Die Bushaltestelle besteht aus drei Elementen: einer Kamera, einem Screen und einem blau leuchtenden Feld. Über den Bildschirm fließen Bilder aller vernetzten Bushaltestellen, der Wartende bekommt einen Überblick, was wo passiert. Per Trackball oder Touchscreen kann er anderen Wartenden seine Kommunikationsbereitschaft signalisieren - tritt der andere Wartende an den Bildschirm heran wird - in Großformat - eine direkte Bild/Ton-Verbindung hergestellt und der Chat kann beginnen. Gleichzeitig wird das großformatige Bild von kleinen Bildern der anderen Bushaltestellen umflossen, so daß die Gesprächspartner die Funktion als Beobachter ausüben können.

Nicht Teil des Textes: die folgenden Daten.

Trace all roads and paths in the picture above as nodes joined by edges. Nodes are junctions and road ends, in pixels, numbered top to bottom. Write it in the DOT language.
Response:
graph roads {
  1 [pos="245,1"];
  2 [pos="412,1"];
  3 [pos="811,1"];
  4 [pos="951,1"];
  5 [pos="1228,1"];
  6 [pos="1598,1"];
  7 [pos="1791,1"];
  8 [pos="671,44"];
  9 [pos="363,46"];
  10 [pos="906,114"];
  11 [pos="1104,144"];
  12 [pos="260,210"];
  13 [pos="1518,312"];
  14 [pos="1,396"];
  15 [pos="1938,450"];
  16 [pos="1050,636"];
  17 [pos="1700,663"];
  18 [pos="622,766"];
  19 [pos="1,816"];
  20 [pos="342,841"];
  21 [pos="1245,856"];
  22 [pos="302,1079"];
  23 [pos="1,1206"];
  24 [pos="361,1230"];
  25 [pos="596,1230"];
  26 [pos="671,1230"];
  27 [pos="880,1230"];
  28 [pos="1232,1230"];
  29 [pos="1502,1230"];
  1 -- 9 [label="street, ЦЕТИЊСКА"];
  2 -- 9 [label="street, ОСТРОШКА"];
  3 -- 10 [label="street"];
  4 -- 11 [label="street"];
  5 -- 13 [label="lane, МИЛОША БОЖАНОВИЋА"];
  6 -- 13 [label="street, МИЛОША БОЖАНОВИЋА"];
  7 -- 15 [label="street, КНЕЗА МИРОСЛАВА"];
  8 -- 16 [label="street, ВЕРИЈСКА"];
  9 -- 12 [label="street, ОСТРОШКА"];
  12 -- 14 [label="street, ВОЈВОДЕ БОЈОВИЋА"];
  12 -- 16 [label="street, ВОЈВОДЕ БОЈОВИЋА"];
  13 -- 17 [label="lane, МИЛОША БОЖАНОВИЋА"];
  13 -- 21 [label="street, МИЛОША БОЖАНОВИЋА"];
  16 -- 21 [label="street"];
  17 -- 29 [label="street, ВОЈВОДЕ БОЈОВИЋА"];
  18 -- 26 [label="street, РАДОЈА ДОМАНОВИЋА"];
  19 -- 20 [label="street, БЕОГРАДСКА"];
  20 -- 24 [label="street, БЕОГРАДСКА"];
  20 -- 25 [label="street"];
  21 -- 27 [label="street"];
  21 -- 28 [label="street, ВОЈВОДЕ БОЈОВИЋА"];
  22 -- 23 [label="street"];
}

In der Bushaltestelle befindet sich auch ein Notknopf, der direkt mit der Polizei verbunden ist. Da er im Blickfeld der Kamera liegt, ist er vor Mißbrauch geschützt. Das blaue Leuchten der Bushaltestelle signalisiert zweierlei: zum einen strahlt das blau auf farbpsychologischer Ebene Ruhe aus und zeigt von weitem, daß hier ein „sicherer" Ort ist. Zum anderen macht es dem Wartenden deutlich, daß er in einer Videohaltestelle ist (Blue-Screen) und macht so die Teilnahme am Videokommunikationsnetz zu einem freiwilligen, bewußten Akt. Darüber hinaus kann der Screen in der Bushaltestelle kann auch für Verkehrsleitsysteme, Fahrgastinformationen und zielgruppengerechte Werbung genutzt werden.

Foto: Preisträger

Chat-Stop ist der Versuch, durch Einsatz von interaktiver Videotechnik die Balance zwischen dem Bedürfnis nach Sicherheit und der Angst vor Kontrolle zu finden. An Stelle von Sicherheit durch Überwachung seitens einer unbekannten, zentralen Instanz tritt die vernetzte Kommunikation untereinander: Kommunikation statt Kontrolle!

Wir - die Preisträger - sehen diese Arbeit als einen Beitrag zur Diskussion über Sicherheit in der Stadt und als einen neuen Ansatz im Umgang mit Videotechnik im öffentlichen Raum.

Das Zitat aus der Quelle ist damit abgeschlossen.